André Téchiné passe une grande partie de son adolescence provinciale à hanter les salles de cinéma. Il écrit ses premiers articles dans un journal lycéen,
La Plume et l'écran. Monté à Paris à 20 ans, il échoue au concours d'entrée à l'IDHEC, mais intègre la rédaction des
Cahiers du Cinéma -sa première critique porte sur
La Peau douce de
Truffaut. En 1965, il tourne son premier court métrage,
Les Oiseaux anglais. Passionné de théâtre, il fréquente la bande de
Marc'O, travaillant comme assistant sur le film-culte
Les Idoles en 1967.
André Téchiné choisit tout naturellement l'égérie
Bulle Ogier pour être l'héroïne de son premier long métrage,
Paulina s'en va. Présentée à Venise en 1969, cette oeuvre onirique déconcerte les spectateurs lors de sa sortie en salles... six ans plus tard. De facture plus classique, son deuxième
opus Souvenirs d'en France (1975) avec
Jeanne Moreau, reçoit en revanche un accueil chaleureux, tout comme, un an plus tard,
Barocco, polar à l'esthétique expressionniste qui réunit les stars
Adjani et
Depardieu. Il peut alors s'atteler à un projet qui lui est cher,
Les Soeurs Bronte. Mais malgré un gros budget et un casting prestigieux -avec le débutant
Pascal Greggory-, cet austère film d'époque ne convainc guère.
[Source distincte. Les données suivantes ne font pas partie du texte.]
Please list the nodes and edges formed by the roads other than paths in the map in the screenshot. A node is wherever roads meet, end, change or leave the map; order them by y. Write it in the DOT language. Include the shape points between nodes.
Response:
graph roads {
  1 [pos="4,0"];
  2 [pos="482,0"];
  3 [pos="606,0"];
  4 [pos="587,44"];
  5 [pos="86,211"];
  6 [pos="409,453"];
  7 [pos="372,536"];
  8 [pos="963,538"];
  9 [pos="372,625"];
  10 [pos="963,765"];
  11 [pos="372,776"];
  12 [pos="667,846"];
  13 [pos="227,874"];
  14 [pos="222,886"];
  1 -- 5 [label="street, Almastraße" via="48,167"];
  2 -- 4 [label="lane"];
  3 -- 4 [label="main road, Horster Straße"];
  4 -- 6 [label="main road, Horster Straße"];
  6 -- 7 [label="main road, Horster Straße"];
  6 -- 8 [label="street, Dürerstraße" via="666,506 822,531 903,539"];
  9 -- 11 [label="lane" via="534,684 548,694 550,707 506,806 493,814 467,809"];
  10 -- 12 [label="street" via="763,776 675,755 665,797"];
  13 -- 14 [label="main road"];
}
Sorti en 1981, le mélancolique
Hôtel des Ameriques marque un tournant dans la carrière de Téchiné, qui ancre désormais son goût du romanesque dans un univers plus réaliste. Il dirige aussi pour la première fois
Catherine Deneuve, sa comédienne-fétiche, à qui il offrira de beaux personnages de femmes à la fois volontaires et vulnérables (
Le Lieu du crime). Après un détour par la télévision (
La Matiouette), il revient au premier plan en 1985 grâce à
Rendez-vous (Prix de la mise en scène à Cannes), récit initiatique qui révèle une frémissante
Juliette Binoche. Après
J'embrasse pas, nouveau portrait d'un jeune provincial tourmenté, il décroche l'un de ses plus grands succès critiques et publics avec
Ma saison préférée, présenté sur la Croisette en 1993.
Avec
Les Roseaux sauvages, une commande d'Arte en 1994, un vent de liberté souffle sur le cinéma de Téchiné, qui livre une oeuvre limpide et sensuelle sur son adolescence, baignée par la lumière du sud-ouest. Fidèle à certaines thématiques (les liens familiaux, l'homosexualité, l'exil), Téchiné est partagé entre la volonté d'échafauder des récits complexes (le film-puzzle
Les Voleurs en 1996) et une recherche d'authenticité (
Loin, touné en DV au au Maroc). Découvreur de talents (
Elodie Bouchez,
Lubna Azabal), il fait aussi tourner de grandes pointures : le couple mythique
Deneuve-
Depardieu (
Les Temps qui changent, 2004) ou
Emmanuelle Béart, qui traverse la France occupée dans
Les Egarés.
Cette touche glamour ne l'empêche pas d'aborder des sujets de société délicats : après
Les Témoins, oeuvre polyphonique sur les années sida (2007), il s'inspire d'un fait divers retentissant (l'agression imaginaire d'une jeune femme) dans
La Fille du RER en 2009. Vient ensuite
Impardonnables en 2011, un drame oppressant où la fille d'un écrivain en panne d'inspiration disparaît soudainement.
En 2014, André Téchiné signe
L'Homme qu'on aimait trop, un thriller dramatique là encore inspiré d'un fait divers (l'affaire Le Roux en 1977, où une héritière disparaît), emmené par
Adèle Haenel,
Guillaume Canet et
Catherine Deneuve. En 2016, il revient avec
Quand on a 17 ans, une histoire d'amour-haine entre deux adolescents qu'il écrit avec
Céline Sciamma. L'année suivante, il réalise
Nos Années Folles, qui raconte la véritable histoire d'un soldat déserteur (
Pierre Deladonchamps) se faisant passer pour une femme avec l'aide de son épouse (
Céline Sallette).
En 2019, André Téchiné refait équipe avec son actrice fétiche Catherine Deneuve et le très en vogue
Kacey Mottet Klein (Quand on a 17 ans) sur
L'Adieu à la nuit, un drame romanesque dans lequel le cinéaste s'intéresse à un sujet aussi grave qu'actuel : les jeunes cherchant à rejoindre Daech.